### DATA RECORDS
——————————

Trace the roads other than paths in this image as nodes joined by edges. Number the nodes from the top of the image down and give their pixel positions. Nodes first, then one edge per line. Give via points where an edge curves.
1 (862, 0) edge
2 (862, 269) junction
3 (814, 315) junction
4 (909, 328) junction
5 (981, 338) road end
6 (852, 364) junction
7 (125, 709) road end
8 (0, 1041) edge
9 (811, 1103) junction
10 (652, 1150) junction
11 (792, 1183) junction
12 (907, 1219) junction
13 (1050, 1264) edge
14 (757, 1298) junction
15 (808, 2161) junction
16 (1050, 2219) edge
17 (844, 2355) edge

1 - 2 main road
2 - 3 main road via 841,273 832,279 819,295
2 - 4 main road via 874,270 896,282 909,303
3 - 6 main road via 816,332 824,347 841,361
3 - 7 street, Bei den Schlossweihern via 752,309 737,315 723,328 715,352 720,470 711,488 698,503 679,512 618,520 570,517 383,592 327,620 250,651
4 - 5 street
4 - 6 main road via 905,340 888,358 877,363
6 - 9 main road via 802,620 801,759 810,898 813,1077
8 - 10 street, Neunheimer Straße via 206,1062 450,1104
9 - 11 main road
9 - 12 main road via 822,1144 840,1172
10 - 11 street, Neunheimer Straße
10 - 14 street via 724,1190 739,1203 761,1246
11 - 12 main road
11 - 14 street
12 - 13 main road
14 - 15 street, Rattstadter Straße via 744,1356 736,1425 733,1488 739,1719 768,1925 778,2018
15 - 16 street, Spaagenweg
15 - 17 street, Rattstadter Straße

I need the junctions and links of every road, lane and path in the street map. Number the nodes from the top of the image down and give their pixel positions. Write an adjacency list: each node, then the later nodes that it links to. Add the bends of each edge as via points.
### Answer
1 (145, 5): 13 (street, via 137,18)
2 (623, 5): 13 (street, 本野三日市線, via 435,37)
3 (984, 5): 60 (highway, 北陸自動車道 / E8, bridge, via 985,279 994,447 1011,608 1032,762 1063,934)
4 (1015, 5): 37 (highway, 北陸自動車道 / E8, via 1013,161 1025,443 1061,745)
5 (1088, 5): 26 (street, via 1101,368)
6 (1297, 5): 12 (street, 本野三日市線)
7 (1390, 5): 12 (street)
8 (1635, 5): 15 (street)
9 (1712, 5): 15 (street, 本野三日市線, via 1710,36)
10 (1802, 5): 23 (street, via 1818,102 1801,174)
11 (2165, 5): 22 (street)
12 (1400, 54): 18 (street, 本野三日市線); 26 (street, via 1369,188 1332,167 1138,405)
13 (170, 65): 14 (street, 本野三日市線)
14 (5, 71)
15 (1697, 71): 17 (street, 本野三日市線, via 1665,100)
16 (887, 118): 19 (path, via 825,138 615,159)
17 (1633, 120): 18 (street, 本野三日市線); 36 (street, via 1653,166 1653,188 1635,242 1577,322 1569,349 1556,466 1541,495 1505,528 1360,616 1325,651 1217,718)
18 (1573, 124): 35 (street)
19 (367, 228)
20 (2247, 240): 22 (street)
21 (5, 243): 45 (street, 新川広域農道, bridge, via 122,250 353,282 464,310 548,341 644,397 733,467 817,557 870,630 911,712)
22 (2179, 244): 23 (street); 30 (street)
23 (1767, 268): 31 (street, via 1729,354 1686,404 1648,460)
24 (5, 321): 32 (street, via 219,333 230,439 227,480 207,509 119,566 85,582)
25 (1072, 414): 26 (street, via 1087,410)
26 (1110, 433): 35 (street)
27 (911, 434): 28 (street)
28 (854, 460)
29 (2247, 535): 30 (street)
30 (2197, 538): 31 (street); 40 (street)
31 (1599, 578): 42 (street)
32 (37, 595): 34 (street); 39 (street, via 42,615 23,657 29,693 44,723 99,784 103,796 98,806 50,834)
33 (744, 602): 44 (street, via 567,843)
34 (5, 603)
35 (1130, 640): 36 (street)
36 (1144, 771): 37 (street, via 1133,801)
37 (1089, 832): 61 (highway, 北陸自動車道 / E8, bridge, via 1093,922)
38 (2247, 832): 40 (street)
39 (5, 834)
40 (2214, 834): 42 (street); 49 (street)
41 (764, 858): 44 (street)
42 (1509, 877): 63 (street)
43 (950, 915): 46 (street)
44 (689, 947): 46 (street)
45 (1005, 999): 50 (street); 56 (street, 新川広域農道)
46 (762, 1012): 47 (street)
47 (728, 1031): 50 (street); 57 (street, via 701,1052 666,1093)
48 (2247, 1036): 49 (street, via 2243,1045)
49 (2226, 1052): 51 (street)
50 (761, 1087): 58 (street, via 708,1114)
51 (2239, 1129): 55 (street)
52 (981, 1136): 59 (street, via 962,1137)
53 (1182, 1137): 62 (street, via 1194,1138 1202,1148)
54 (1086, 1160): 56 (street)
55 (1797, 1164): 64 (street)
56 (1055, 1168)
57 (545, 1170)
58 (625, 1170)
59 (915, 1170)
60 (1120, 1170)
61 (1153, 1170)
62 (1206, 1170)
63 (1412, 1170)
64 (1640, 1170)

——————————

All records are to be written out exactly.

Trace the roads other than paths in this image as nodes joined by edges. Number the nodes from the top of the image down and give their pixel positions. Nodes first, then one edge per line. Give via points where an edge curves.
1 (862, 0) edge
2 (862, 269) junction
3 (814, 315) junction
4 (909, 328) junction
5 (981, 338) road end
6 (852, 364) junction
7 (125, 709) road end
8 (0, 1041) edge
9 (811, 1103) junction
10 (652, 1150) junction
11 (792, 1183) junction
12 (907, 1219) junction
13 (1050, 1264) edge
14 (757, 1298) junction
15 (808, 2161) junction
16 (1050, 2219) edge
17 (844, 2355) edge

1 - 2 main road
2 - 3 main road via 841,273 832,279 819,295
2 - 4 main road via 874,270 896,282 909,303
3 - 6 main road via 816,332 824,347 841,361
3 - 7 street, Bei den Schlossweihern via 752,309 737,315 723,328 715,352 720,470 711,488 698,503 679,512 618,520 570,517 383,592 327,620 250,651
4 - 5 street
4 - 6 main road via 905,340 888,358 877,363
6 - 9 main road via 802,620 801,759 810,898 813,1077
8 - 10 street, Neunheimer Straße via 206,1062 450,1104
9 - 11 main road
9 - 12 main road via 822,1144 840,1172
10 - 11 street, Neunheimer Straße
10 - 14 street via 724,1190 739,1203 761,1246
11 - 12 main road
11 - 14 street
12 - 13 main road
14 - 15 street, Rattstadter Straße via 744,1356 736,1425 733,1488 739,1719 768,1925 778,2018
15 - 16 street, Spaagenweg
15 - 17 street, Rattstadter Straße

I need the junctions and links of every road, lane and path in the street map. Number the nodes from the top of the image down and give their pixel positions. Write an adjacency list: each node, then the later nodes that it links to. Add the bends of each edge as via points.
### Answer
1 (145, 5): 13 (street, via 137,18)
2 (623, 5): 13 (street, 本野三日市線, via 435,37)
3 (984, 5): 60 (highway, 北陸自動車道 / E8, bridge, via 985,279 994,447 1011,608 1032,762 1063,934)
4 (1015, 5): 37 (highway, 北陸自動車道 / E8, via 1013,161 1025,443 1061,745)
5 (1088, 5): 26 (street, via 1101,368)
6 (1297, 5): 12 (street, 本野三日市線)
7 (1390, 5): 12 (street)
8 (1635, 5): 15 (street)
9 (1712, 5): 15 (street, 本野三日市線, via 1710,36)
10 (1802, 5): 23 (street, via 1818,102 1801,174)
11 (2165, 5): 22 (street)
12 (1400, 54): 18 (street, 本野三日市線); 26 (street, via 1369,188 1332,167 1138,405)
13 (170, 65): 14 (street, 本野三日市線)
14 (5, 71)
15 (1697, 71): 17 (street, 本野三日市線, via 1665,100)
16 (887, 118): 19 (path, via 825,138 615,159)
17 (1633, 120): 18 (street, 本野三日市線); 36 (street, via 1653,166 1653,188 1635,242 1577,322 1569,349 1556,466 1541,495 1505,528 1360,616 1325,651 1217,718)
18 (1573, 124): 35 (street)
19 (367, 228)
20 (2247, 240): 22 (street)
21 (5, 243): 45 (street, 新川広域農道, bridge, via 122,250 353,282 464,310 548,341 644,397 733,467 817,557 870,630 911,712)
22 (2179, 244): 23 (street); 30 (street)
23 (1767, 268): 31 (street, via 1729,354 1686,404 1648,460)
24 (5, 321): 32 (street, via 219,333 230,439 227,480 207,509 119,566 85,582)
25 (1072, 414): 26 (street, via 1087,410)
26 (1110, 433): 35 (street)
27 (911, 434): 28 (street)
28 (854, 460)
29 (2247, 535): 30 (street)
30 (2197, 538): 31 (street); 40 (street)
31 (1599, 578): 42 (street)
32 (37, 595): 34 (street); 39 (street, via 42,615 23,657 29,693 44,723 99,784 103,796 98,806 50,834)
33 (744, 602): 44 (street, via 567,843)
34 (5, 603)
35 (1130, 640): 36 (street)
36 (1144, 771): 37 (street, via 1133,801)
37 (1089, 832): 61 (highway, 北陸自動車道 / E8, bridge, via 1093,922)
38 (2247, 832): 40 (street)
39 (5, 834)
40 (2214, 834): 42 (street); 49 (street)
41 (764, 858): 44 (street)
42 (1509, 877): 63 (street)
43 (950, 915): 46 (street)
44 (689, 947): 46 (street)
45 (1005, 999): 50 (street); 56 (street, 新川広域農道)
46 (762, 1012): 47 (street)
47 (728, 1031): 50 (street); 57 (street, via 701,1052 666,1093)
48 (2247, 1036): 49 (street, via 2243,1045)
49 (2226, 1052): 51 (street)
50 (761, 1087): 58 (street, via 708,1114)
51 (2239, 1129): 55 (street)
52 (981, 1136): 59 (street, via 962,1137)
53 (1182, 1137): 62 (street, via 1194,1138 1202,1148)
54 (1086, 1160): 56 (street)
55 (1797, 1164): 64 (street)
56 (1055, 1168)
57 (545, 1170)
58 (625, 1170)
59 (915, 1170)
60 (1120, 1170)
61 (1153, 1170)
62 (1206, 1170)
63 (1412, 1170)
64 (1640, 1170)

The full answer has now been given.